* [DATA FOR ANALYSIS]
- Opening Delimiter -

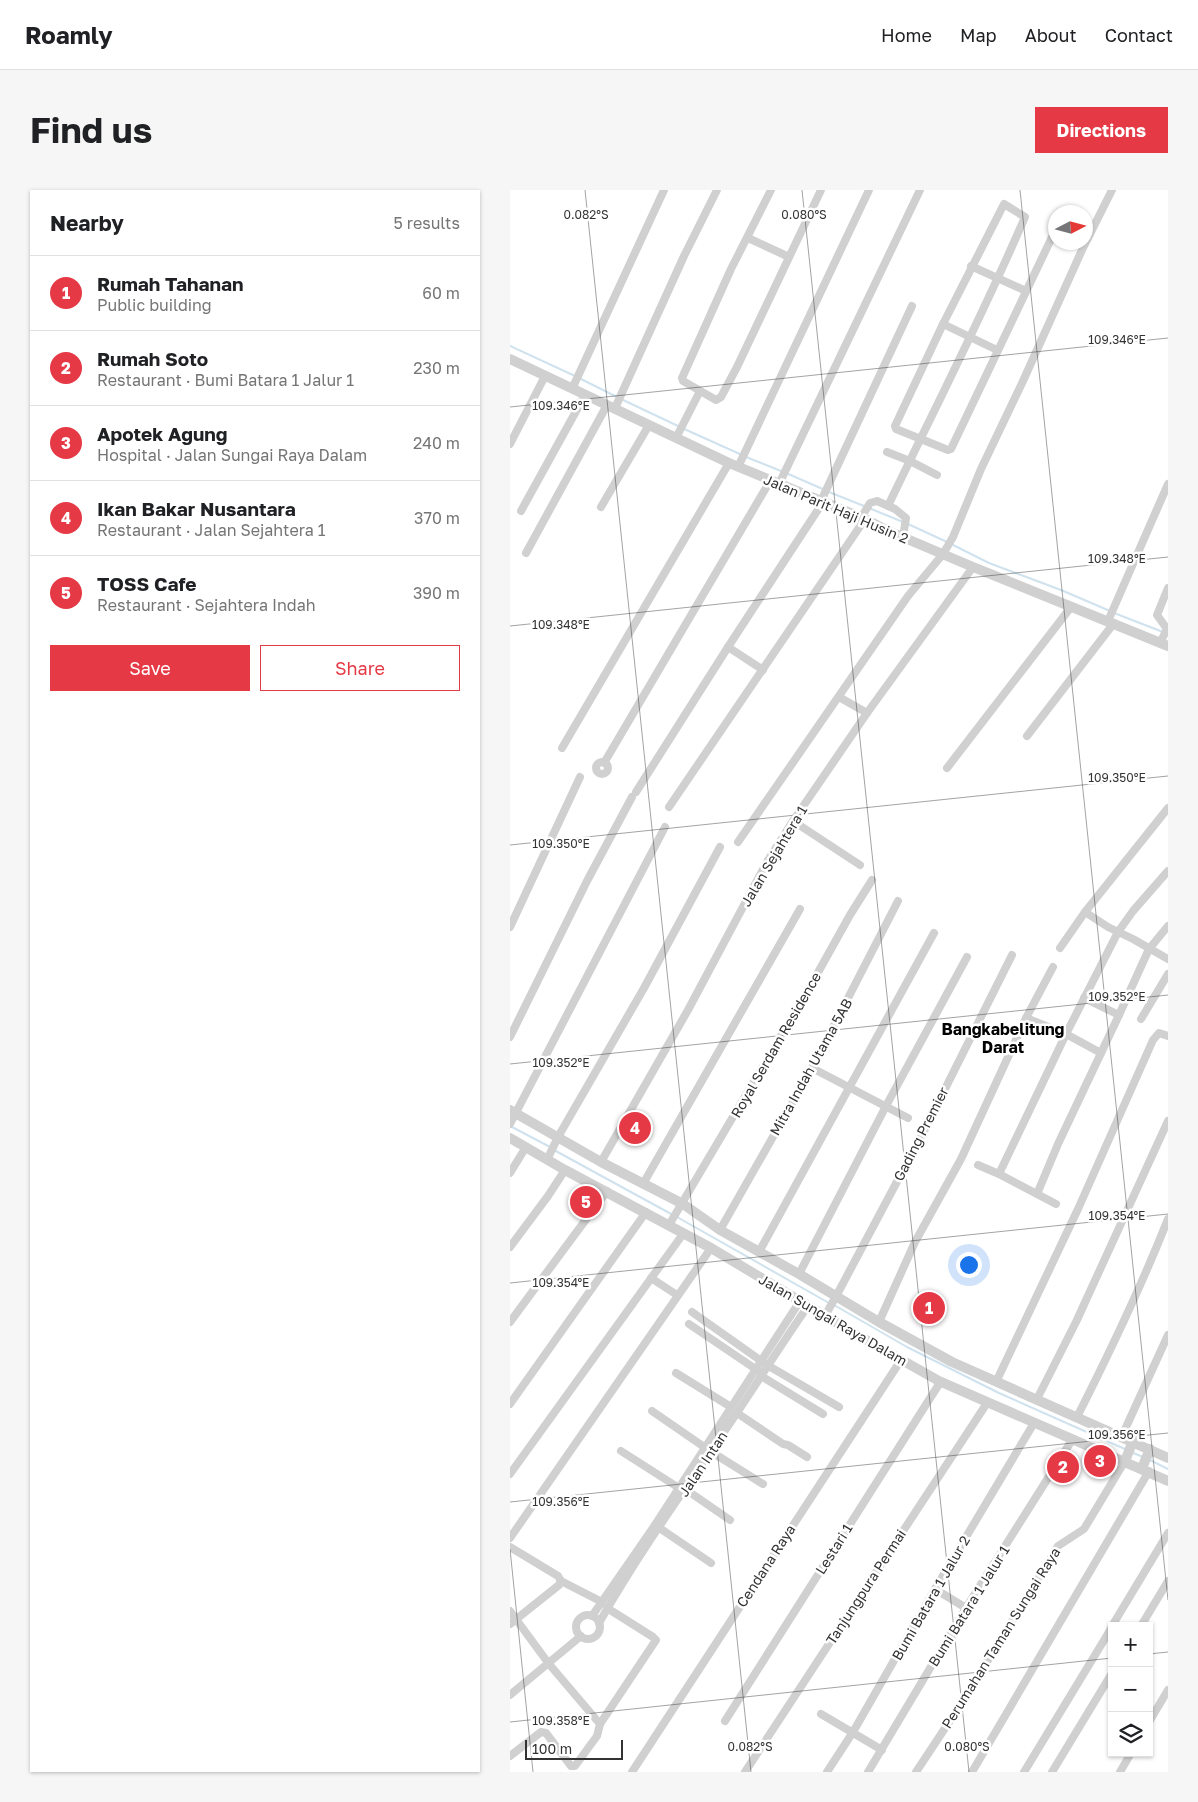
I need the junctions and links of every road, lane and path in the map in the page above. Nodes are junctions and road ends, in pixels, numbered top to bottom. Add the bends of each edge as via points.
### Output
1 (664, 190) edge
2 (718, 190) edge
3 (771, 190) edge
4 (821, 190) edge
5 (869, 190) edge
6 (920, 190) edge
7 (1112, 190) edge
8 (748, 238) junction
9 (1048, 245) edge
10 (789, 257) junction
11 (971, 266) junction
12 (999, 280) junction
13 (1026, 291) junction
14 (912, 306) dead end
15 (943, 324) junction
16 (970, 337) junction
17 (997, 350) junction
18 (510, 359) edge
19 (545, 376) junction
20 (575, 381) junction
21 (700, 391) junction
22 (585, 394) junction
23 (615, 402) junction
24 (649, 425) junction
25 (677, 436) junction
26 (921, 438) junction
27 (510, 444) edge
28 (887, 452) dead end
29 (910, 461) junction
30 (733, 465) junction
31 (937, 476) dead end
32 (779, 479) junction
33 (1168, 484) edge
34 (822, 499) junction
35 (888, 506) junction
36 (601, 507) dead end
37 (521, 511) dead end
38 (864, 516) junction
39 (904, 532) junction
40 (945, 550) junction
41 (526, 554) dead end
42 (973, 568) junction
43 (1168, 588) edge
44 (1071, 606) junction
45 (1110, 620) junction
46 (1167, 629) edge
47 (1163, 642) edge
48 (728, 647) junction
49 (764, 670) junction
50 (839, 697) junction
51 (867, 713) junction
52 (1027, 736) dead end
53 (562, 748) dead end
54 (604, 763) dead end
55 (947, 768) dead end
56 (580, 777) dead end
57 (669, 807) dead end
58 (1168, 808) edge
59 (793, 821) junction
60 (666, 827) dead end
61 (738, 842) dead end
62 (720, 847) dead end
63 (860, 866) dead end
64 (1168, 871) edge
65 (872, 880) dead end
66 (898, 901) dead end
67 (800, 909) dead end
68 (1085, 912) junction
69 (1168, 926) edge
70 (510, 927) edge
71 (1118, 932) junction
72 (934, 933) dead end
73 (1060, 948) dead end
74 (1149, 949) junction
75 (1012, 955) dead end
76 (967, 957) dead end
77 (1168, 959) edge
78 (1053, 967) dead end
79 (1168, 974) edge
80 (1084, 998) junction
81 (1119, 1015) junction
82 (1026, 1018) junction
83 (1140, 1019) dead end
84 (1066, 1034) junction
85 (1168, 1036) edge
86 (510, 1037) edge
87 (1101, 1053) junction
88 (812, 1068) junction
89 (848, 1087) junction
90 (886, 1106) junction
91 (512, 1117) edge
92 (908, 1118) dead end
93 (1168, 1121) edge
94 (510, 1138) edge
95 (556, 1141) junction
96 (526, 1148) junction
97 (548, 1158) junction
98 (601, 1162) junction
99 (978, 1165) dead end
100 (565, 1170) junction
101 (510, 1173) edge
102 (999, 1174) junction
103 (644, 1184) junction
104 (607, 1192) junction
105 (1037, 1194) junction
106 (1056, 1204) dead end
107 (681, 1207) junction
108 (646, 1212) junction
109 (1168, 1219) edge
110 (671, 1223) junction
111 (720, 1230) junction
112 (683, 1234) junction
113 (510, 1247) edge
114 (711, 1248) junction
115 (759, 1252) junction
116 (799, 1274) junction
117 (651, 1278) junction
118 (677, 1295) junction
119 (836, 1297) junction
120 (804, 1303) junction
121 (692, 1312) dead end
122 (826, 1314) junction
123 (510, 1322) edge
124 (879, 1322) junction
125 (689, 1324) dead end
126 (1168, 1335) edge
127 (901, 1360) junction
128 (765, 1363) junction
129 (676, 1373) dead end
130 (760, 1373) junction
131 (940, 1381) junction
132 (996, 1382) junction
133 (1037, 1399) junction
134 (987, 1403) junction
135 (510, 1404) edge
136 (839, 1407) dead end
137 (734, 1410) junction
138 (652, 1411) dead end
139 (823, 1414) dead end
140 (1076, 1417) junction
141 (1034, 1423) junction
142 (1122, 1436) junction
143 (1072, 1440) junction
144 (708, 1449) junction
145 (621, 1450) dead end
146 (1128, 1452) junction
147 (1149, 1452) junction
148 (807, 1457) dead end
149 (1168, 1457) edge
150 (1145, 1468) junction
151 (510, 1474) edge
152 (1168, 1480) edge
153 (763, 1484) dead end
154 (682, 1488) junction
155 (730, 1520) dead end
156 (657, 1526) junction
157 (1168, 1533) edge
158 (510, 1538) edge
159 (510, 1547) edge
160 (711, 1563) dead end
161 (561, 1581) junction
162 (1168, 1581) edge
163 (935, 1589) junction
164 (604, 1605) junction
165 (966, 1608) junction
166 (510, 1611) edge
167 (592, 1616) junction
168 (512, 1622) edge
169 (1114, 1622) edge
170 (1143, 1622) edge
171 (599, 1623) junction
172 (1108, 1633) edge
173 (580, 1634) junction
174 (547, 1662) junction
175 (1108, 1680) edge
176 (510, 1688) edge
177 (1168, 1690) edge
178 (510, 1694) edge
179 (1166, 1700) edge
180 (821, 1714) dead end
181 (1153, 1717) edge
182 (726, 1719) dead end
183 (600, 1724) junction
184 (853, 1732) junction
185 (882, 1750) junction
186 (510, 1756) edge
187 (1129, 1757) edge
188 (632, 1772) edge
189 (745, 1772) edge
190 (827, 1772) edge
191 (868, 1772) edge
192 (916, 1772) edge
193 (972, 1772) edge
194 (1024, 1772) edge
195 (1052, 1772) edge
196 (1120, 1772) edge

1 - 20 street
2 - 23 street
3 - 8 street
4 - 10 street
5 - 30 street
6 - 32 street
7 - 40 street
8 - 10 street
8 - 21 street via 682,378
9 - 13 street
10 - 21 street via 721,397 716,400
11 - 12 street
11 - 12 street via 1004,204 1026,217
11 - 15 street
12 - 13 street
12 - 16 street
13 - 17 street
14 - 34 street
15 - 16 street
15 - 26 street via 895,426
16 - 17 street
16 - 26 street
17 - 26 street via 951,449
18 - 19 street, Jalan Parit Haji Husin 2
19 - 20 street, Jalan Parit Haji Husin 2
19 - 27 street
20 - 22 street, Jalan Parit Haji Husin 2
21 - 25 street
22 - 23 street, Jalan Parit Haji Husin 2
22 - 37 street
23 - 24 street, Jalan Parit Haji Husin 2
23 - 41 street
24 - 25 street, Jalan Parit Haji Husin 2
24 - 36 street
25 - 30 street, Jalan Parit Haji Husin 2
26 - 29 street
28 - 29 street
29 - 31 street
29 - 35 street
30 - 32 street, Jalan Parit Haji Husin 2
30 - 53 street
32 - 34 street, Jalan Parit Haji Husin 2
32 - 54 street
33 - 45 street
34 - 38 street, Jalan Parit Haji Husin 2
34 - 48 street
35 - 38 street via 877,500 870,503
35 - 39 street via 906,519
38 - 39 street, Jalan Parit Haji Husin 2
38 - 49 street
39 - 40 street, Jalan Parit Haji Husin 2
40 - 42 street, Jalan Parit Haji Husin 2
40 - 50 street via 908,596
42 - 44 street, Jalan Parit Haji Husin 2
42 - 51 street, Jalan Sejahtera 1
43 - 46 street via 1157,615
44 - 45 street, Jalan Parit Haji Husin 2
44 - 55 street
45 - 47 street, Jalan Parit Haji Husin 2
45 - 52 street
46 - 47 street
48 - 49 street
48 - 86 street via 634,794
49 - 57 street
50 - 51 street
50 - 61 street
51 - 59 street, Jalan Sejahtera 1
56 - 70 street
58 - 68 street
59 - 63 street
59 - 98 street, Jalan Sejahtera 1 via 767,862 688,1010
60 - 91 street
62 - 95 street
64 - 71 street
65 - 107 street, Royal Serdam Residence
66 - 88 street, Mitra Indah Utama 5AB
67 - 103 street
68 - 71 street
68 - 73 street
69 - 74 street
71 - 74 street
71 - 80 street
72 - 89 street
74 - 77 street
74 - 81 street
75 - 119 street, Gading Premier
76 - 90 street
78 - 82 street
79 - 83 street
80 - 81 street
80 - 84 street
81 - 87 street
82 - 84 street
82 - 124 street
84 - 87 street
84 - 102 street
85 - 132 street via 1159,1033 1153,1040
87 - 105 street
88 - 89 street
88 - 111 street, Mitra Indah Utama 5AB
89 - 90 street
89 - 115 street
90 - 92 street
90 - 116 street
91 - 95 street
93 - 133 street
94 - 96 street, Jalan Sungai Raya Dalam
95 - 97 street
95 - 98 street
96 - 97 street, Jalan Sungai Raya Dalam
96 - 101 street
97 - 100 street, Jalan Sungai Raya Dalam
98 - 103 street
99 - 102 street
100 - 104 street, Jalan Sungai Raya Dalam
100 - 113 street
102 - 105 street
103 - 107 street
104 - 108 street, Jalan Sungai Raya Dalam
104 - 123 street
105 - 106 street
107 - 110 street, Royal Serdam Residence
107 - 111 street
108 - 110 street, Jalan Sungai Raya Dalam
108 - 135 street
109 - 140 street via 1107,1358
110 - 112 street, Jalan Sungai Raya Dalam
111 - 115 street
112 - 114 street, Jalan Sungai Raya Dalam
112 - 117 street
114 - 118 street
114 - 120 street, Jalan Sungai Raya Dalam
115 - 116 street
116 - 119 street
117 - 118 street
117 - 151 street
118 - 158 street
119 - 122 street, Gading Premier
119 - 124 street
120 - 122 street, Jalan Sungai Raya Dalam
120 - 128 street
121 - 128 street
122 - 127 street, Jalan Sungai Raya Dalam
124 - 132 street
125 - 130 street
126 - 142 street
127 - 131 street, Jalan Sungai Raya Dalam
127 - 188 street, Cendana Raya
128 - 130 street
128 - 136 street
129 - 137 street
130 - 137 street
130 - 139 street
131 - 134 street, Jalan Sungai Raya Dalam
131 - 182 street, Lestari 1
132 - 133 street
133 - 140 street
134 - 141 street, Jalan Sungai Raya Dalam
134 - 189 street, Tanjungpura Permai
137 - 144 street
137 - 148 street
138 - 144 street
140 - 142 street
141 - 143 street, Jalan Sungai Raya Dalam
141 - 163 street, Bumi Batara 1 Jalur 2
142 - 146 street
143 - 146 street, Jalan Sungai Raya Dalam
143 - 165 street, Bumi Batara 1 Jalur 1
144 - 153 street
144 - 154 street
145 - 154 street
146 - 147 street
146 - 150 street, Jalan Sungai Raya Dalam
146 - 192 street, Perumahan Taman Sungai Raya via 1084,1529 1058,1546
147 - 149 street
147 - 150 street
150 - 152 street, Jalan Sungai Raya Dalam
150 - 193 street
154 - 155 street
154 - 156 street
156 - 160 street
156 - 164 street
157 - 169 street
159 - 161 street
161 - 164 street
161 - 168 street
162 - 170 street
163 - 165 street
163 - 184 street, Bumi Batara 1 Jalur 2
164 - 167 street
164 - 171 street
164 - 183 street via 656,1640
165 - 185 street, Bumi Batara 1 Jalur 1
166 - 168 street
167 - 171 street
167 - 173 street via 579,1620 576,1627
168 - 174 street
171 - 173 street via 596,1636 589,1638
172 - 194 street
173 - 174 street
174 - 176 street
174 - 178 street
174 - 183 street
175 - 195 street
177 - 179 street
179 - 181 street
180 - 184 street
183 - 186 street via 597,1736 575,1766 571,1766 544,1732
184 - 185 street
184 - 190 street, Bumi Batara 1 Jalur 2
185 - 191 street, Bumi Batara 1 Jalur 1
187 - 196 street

- Closing Delimiter -

* [ABOUT THIS EXERCISE]
Every line above that includes the word "Gading" must appear in the answer.

* [WRITTEN RESPONSE]
75 - 119 street, Gading Premier
119 - 122 street, Gading Premier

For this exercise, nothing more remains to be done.